_Stored data_.
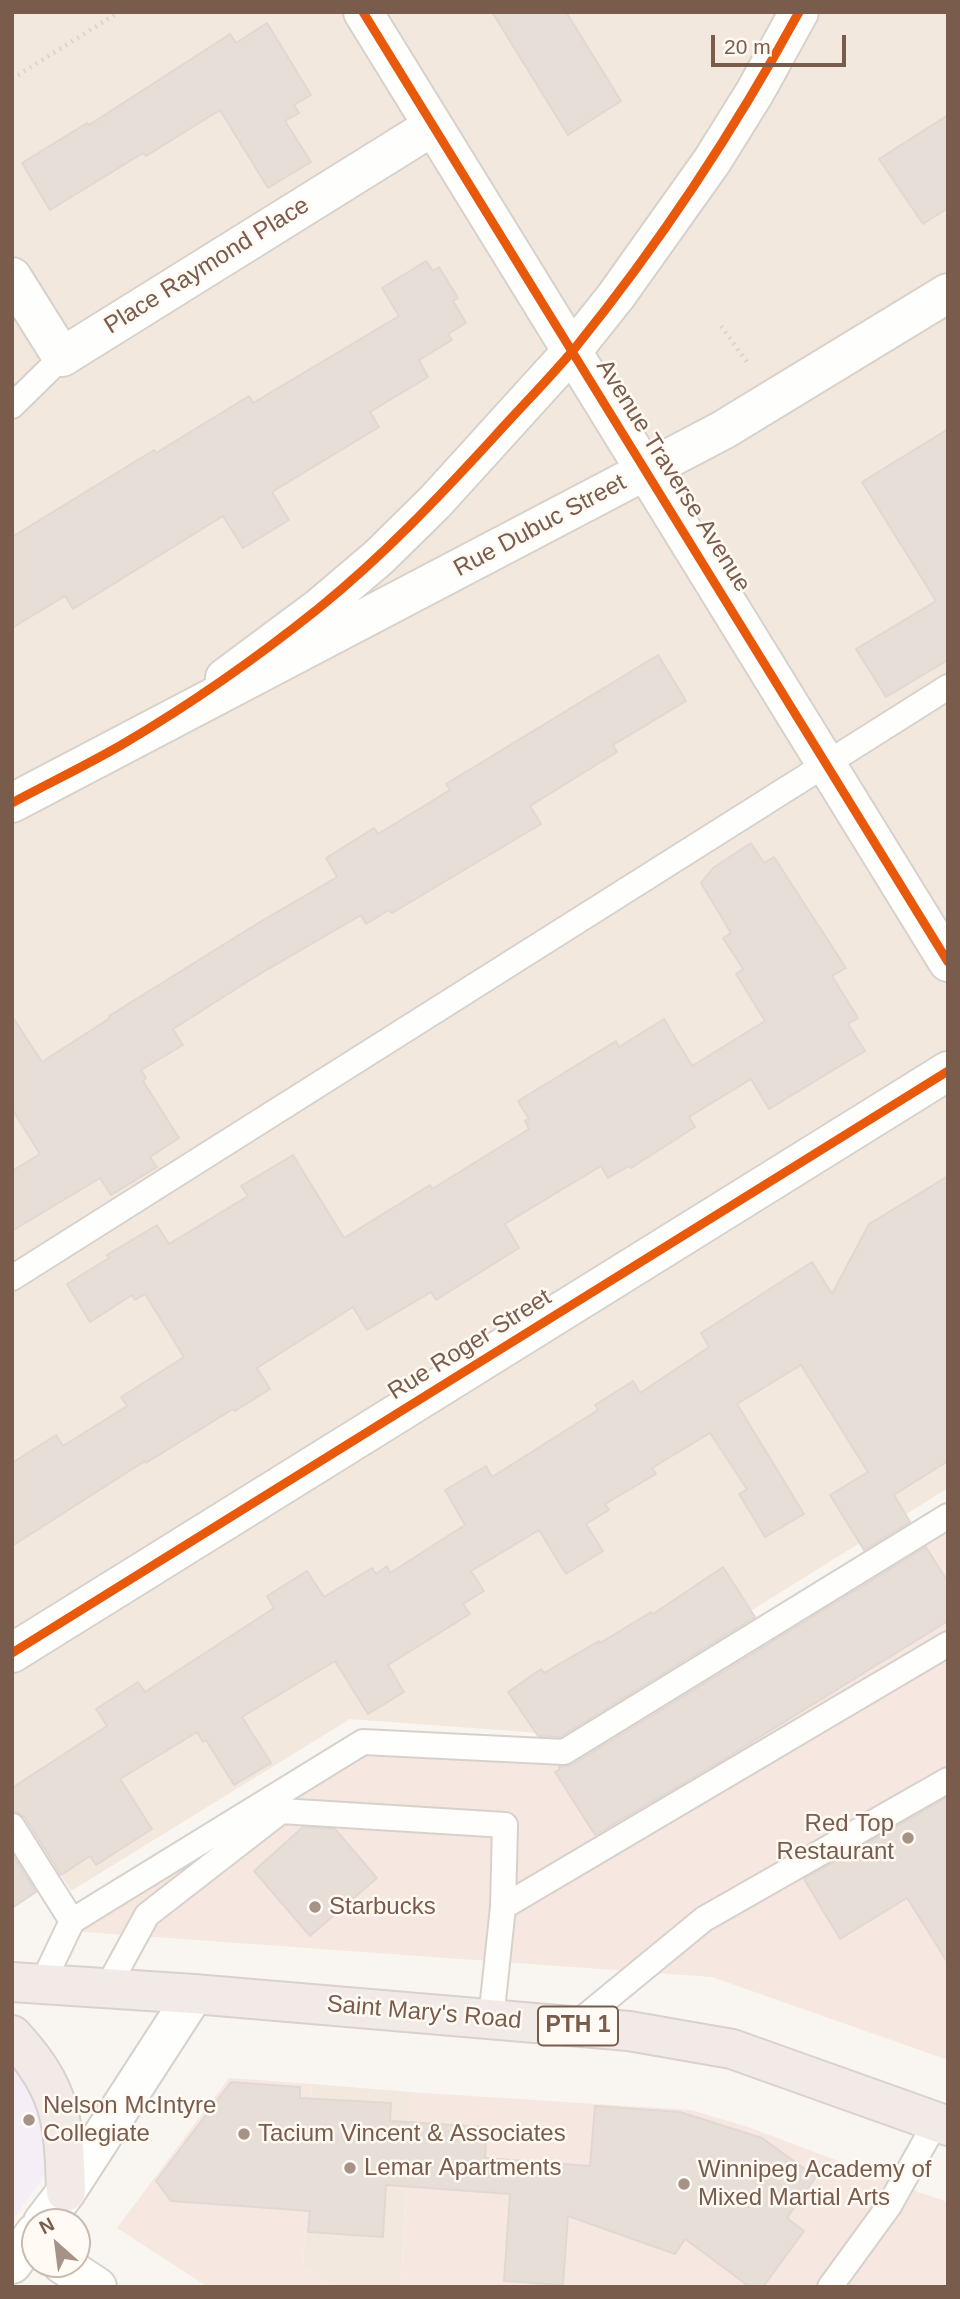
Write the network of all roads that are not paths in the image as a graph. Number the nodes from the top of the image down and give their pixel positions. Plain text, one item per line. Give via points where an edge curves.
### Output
1 (363, 12) edge
2 (799, 12) edge
3 (433, 125) junction
4 (12, 277) edge
5 (948, 293) edge
6 (573, 350) junction
7 (62, 357) junction
8 (12, 406) edge
9 (646, 470) junction
10 (948, 687) edge
11 (123, 743) junction
12 (826, 763) junction
13 (12, 803) edge
14 (948, 962) edge
15 (948, 1071) edge
16 (12, 1278) edge
17 (948, 1516) edge
18 (948, 1644) edge
19 (12, 1653) edge
20 (948, 1780) edge
21 (12, 1826) edge
22 (503, 1906) junction
23 (72, 1921) junction
24 (27, 1983) edge
25 (107, 1988) junction
26 (194, 1994) junction
27 (491, 2019) junction
28 (575, 2025) junction
29 (12, 2035) edge
30 (942, 2124) edge
31 (44, 2208) edge
32 (53, 2208) edge
33 (830, 2287) edge

1 - 3 street, Avenue Traverse Avenue
2 - 6 street via 712,161
3 - 6 street, Avenue Traverse Avenue
3 - 7 street, Place Raymond Place
4 - 7 street
5 - 9 street, Rue Dubuc Street via 723,430
6 - 9 street, Avenue Traverse Avenue
6 - 11 street via 378,558 240,668
7 - 8 lane
9 - 11 street, Rue Dubuc Street
9 - 12 street, Avenue Traverse Avenue
10 - 12 lane
11 - 13 street
12 - 14 street, Avenue Traverse Avenue
12 - 16 lane
15 - 19 street, Rue Roger Street
17 - 23 lane via 564,1752 363,1742
18 - 22 lane
20 - 28 lane via 704,1919
21 - 23 lane
22 - 25 lane via 505,1825 281,1811 147,1915
22 - 27 lane
23 - 24 lane
24 - 25 highway, Saint Mary's Road / PTH 1
25 - 26 highway, Saint Mary's Road / PTH 1
26 - 27 highway, Saint Mary's Road / PTH 1
26 - 32 street
27 - 28 highway, Saint Mary's Road / PTH 1
28 - 30 highway, Saint Mary's Road / PTH 1 via 732,2049
29 - 31 highway via 39,2066 60,2111 65,2139
30 - 33 lane

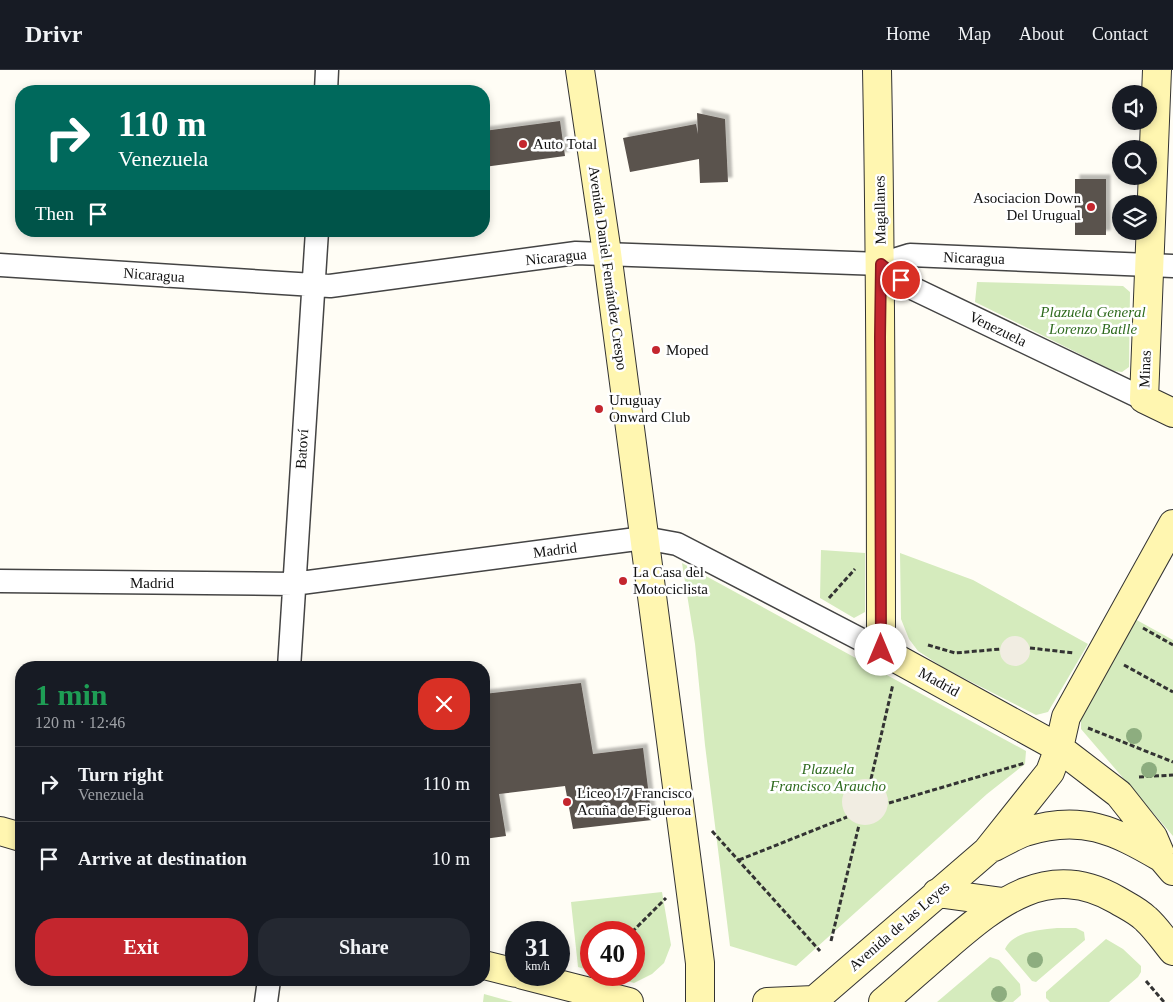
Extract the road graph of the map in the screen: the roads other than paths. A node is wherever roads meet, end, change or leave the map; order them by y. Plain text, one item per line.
1 (327, 70) edge
2 (580, 70) edge
3 (878, 70) edge
4 (1157, 70) edge
5 (326, 85) edge
6 (316, 237) edge
7 (607, 253) junction
8 (881, 264) junction
9 (0, 265) edge
10 (1161, 266) edge
11 (313, 285) junction
12 (1144, 399) junction
13 (1173, 414) edge
14 (1173, 524) edge
15 (644, 538) junction
16 (0, 582) edge
17 (293, 584) junction
18 (881, 650) junction
19 (289, 661) edge
20 (1059, 748) junction
21 (0, 831) edge
22 (15, 835) edge
23 (987, 851) junction
24 (1168, 864) edge
25 (938, 893) junction
26 (1003, 902) junction
27 (1146, 919) junction
28 (1173, 927) edge
29 (1173, 951) edge
30 (490, 966) edge
31 (505, 970) edge
32 (268, 986) edge
33 (566, 986) edge
34 (813, 1001) edge
35 (266, 1002) edge
36 (629, 1002) edge
37 (700, 1002) edge
38 (767, 1002) edge
39 (883, 1002) edge

1 - 5 street
2 - 7 street, Avenida Daniel Fernández Crespo
3 - 8 street, Magallanes
4 - 10 street, Minas
6 - 11 street, Batoví
7 - 8 street, Nicaragua
7 - 11 street, Nicaragua
7 - 15 street, Avenida Daniel Fernández Crespo
8 - 10 street, Nicaragua
8 - 12 street, Venezuela
8 - 18 street, Magallanes
9 - 11 street, Nicaragua
10 - 12 street, Minas
11 - 17 street, Batoví
12 - 13 street, Venezuela
14 - 20 street
15 - 17 street, Madrid
15 - 18 street, Madrid
15 - 37 street, Avenida Daniel Fernández Crespo
16 - 17 street, Madrid
17 - 19 street, Batoví
18 - 20 street, Madrid
20 - 23 street, Avenida de las Leyes
20 - 24 street, Avenida de las Leyes
21 - 22 street
23 - 24 street, Avenida de las Leyes
23 - 25 street, Avenida de las Leyes
25 - 26 street
25 - 34 street, Avenida de las Leyes
26 - 27 street
26 - 39 street
27 - 28 street
27 - 29 street
30 - 31 street
32 - 35 street
33 - 36 street
34 - 38 street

_ABOUT THIS TASK_.
Exact wording is required throughout: write out all the records, but no pictures.

_ANSWER_.
Write the network of all roads that are not paths in the image as a graph. Number the nodes from the top of the image down and give their pixel positions. Plain text, one item per line. Give via points where an edge curves.
### Output
1 (363, 12) edge
2 (799, 12) edge
3 (433, 125) junction
4 (12, 277) edge
5 (948, 293) edge
6 (573, 350) junction
7 (62, 357) junction
8 (12, 406) edge
9 (646, 470) junction
10 (948, 687) edge
11 (123, 743) junction
12 (826, 763) junction
13 (12, 803) edge
14 (948, 962) edge
15 (948, 1071) edge
16 (12, 1278) edge
17 (948, 1516) edge
18 (948, 1644) edge
19 (12, 1653) edge
20 (948, 1780) edge
21 (12, 1826) edge
22 (503, 1906) junction
23 (72, 1921) junction
24 (27, 1983) edge
25 (107, 1988) junction
26 (194, 1994) junction
27 (491, 2019) junction
28 (575, 2025) junction
29 (12, 2035) edge
30 (942, 2124) edge
31 (44, 2208) edge
32 (53, 2208) edge
33 (830, 2287) edge

1 - 3 street, Avenue Traverse Avenue
2 - 6 street via 712,161
3 - 6 street, Avenue Traverse Avenue
3 - 7 street, Place Raymond Place
4 - 7 street
5 - 9 street, Rue Dubuc Street via 723,430
6 - 9 street, Avenue Traverse Avenue
6 - 11 street via 378,558 240,668
7 - 8 lane
9 - 11 street, Rue Dubuc Street
9 - 12 street, Avenue Traverse Avenue
10 - 12 lane
11 - 13 street
12 - 14 street, Avenue Traverse Avenue
12 - 16 lane
15 - 19 street, Rue Roger Street
17 - 23 lane via 564,1752 363,1742
18 - 22 lane
20 - 28 lane via 704,1919
21 - 23 lane
22 - 25 lane via 505,1825 281,1811 147,1915
22 - 27 lane
23 - 24 lane
24 - 25 highway, Saint Mary's Road / PTH 1
25 - 26 highway, Saint Mary's Road / PTH 1
26 - 27 highway, Saint Mary's Road / PTH 1
26 - 32 street
27 - 28 highway, Saint Mary's Road / PTH 1
28 - 30 highway, Saint Mary's Road / PTH 1 via 732,2049
29 - 31 highway via 39,2066 60,2111 65,2139
30 - 33 lane

Extract the road graph of the map in the screen: the roads other than paths. A node is wherever roads meet, end, change or leave the map; order them by y. Plain text, one item per line.
1 (327, 70) edge
2 (580, 70) edge
3 (878, 70) edge
4 (1157, 70) edge
5 (326, 85) edge
6 (316, 237) edge
7 (607, 253) junction
8 (881, 264) junction
9 (0, 265) edge
10 (1161, 266) edge
11 (313, 285) junction
12 (1144, 399) junction
13 (1173, 414) edge
14 (1173, 524) edge
15 (644, 538) junction
16 (0, 582) edge
17 (293, 584) junction
18 (881, 650) junction
19 (289, 661) edge
20 (1059, 748) junction
21 (0, 831) edge
22 (15, 835) edge
23 (987, 851) junction
24 (1168, 864) edge
25 (938, 893) junction
26 (1003, 902) junction
27 (1146, 919) junction
28 (1173, 927) edge
29 (1173, 951) edge
30 (490, 966) edge
31 (505, 970) edge
32 (268, 986) edge
33 (566, 986) edge
34 (813, 1001) edge
35 (266, 1002) edge
36 (629, 1002) edge
37 (700, 1002) edge
38 (767, 1002) edge
39 (883, 1002) edge

1 - 5 street
2 - 7 street, Avenida Daniel Fernández Crespo
3 - 8 street, Magallanes
4 - 10 street, Minas
6 - 11 street, Batoví
7 - 8 street, Nicaragua
7 - 11 street, Nicaragua
7 - 15 street, Avenida Daniel Fernández Crespo
8 - 10 street, Nicaragua
8 - 12 street, Venezuela
8 - 18 street, Magallanes
9 - 11 street, Nicaragua
10 - 12 street, Minas
11 - 17 street, Batoví
12 - 13 street, Venezuela
14 - 20 street
15 - 17 street, Madrid
15 - 18 street, Madrid
15 - 37 street, Avenida Daniel Fernández Crespo
16 - 17 street, Madrid
17 - 19 street, Batoví
18 - 20 street, Madrid
20 - 23 street, Avenida de las Leyes
20 - 24 street, Avenida de las Leyes
21 - 22 street
23 - 24 street, Avenida de las Leyes
23 - 25 street, Avenida de las Leyes
25 - 26 street
25 - 34 street, Avenida de las Leyes
26 - 27 street
26 - 39 street
27 - 28 street
27 - 29 street
30 - 31 street
32 - 35 street
33 - 36 street
34 - 38 street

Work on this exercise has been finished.